On Wednesday, Oct 30th, I asked my cousin to come over. I felt it was Mom's time--that her body was going to give up the ghost and I felt I didn't want to be alone. If you recall, Pam lived across the street.
Pam got there and we lotioned up Mom's arms and legs, talked with her, and tried to make her body comfy. She never responded... just that mechanical breathing that started on Monday and never ceased, changed, or altered. At around 11:30pm, her mouth snapped shut and she was still.
I called Hospice.
I contacted my siblings.
I texted our group, "She's gone."
Hospice came. They wrapped her shell up in a black bag and took her away. They took away her bed, her walker, the shower insert, the cane...everything they had lent us when she was first diagnosed on September 15th, was is? With stage four full-body cancer.
I fell asleep.
Sarah answered my text in the morning. She asked if y'all could come see me that day at noon.
I told her I looked a mess, my house was a mess, I probably stunk, but it'd be nice to have friends around me.
As promised, Sarah, Matt, and Gary from Habitat showed up at my door right around noon. I looked for you, but you weren't there. I figured you probably had to work.
I invited them in, apologized again for the state of my being.
They all awkwardly sat around for a moment. I get it, though. It's had to be around a mourner, and Mom had died barely twelve hours, prior.
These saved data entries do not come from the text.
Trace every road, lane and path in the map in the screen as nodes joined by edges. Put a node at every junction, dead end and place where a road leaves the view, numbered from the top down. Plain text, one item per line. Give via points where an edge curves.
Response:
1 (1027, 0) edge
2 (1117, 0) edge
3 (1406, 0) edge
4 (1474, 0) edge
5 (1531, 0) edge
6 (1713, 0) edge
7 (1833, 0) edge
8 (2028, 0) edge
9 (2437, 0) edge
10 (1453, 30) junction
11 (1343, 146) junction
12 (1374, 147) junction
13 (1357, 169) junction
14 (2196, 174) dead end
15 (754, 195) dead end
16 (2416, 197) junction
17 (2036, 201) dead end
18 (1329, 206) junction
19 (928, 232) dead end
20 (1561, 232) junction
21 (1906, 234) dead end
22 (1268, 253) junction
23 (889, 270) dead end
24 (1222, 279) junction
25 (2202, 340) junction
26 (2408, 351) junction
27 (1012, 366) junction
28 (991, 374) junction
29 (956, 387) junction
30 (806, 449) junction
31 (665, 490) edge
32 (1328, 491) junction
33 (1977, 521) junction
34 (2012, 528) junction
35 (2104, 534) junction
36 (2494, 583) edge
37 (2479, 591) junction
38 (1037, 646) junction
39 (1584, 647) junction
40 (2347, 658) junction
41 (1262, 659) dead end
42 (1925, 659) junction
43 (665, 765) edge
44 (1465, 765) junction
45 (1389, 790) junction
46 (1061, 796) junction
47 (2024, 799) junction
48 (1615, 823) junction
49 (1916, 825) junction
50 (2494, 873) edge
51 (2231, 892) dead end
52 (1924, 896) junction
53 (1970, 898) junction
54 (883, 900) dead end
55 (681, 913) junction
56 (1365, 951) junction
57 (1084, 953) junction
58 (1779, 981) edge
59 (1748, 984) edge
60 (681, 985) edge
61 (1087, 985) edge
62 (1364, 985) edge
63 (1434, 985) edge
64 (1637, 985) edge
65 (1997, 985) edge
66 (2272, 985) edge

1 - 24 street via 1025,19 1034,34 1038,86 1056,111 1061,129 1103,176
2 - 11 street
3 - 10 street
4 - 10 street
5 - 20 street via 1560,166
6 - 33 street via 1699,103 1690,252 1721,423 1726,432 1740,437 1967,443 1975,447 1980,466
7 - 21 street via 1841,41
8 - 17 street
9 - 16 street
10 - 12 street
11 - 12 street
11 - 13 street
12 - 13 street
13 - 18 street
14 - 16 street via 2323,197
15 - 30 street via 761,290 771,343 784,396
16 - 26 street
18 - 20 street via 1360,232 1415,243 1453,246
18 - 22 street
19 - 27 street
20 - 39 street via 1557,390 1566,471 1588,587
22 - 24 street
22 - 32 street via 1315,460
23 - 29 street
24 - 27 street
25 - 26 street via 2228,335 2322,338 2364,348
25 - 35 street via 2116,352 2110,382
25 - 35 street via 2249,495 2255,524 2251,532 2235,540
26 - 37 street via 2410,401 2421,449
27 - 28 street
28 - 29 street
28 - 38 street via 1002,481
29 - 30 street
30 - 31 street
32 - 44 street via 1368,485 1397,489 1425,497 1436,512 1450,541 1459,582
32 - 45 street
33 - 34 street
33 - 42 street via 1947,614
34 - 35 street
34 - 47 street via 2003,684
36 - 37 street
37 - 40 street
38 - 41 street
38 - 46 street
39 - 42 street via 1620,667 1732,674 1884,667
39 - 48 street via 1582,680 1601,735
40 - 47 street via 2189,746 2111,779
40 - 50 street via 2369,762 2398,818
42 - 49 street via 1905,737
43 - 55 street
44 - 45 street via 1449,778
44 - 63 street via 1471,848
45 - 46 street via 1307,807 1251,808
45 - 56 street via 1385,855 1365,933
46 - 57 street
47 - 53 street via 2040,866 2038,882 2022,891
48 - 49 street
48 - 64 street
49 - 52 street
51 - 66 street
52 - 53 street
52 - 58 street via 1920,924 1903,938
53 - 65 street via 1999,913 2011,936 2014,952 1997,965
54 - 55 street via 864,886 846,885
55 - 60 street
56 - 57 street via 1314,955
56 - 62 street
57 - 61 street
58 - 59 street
Sarah opened her mouth to speak. I knew what she was going to say. She was going to say she was so sorry for my loss, and that Mom is no longer in any pain. I prepared to respond.
"So," she started, then stumbled. I waited until she began again. "So, I bet you notice Jonathan isn't with us today..."
I started to say that's okay, I'm sure he had to work, but I barely got my mouth open when she finished with, "because he's no longer with us."
It took me a second, I'll admit. I always thought I was quick on the uptake, but not that day. Not just twelve hours after Mom left me.
"They found his body yesterday afternoon. He took his life sometime Monday night."
And that was the final straw that broke my life.
I miss you, my dear friend. I should have followed that god-wink and called. I am so sorry I didn't.
I hope you found what you're looking for. I hope you have peace.
The (almost) last words you spoke to me were: "If you loved her, you'd let her go."
I can't help but think that was your good-bye to me.
If you don't mind, I'll write to you now and again to let you know what and how I'm doing. You've missed so much. I wonder sometimes if one of the orbs was you. I'd like to believe so.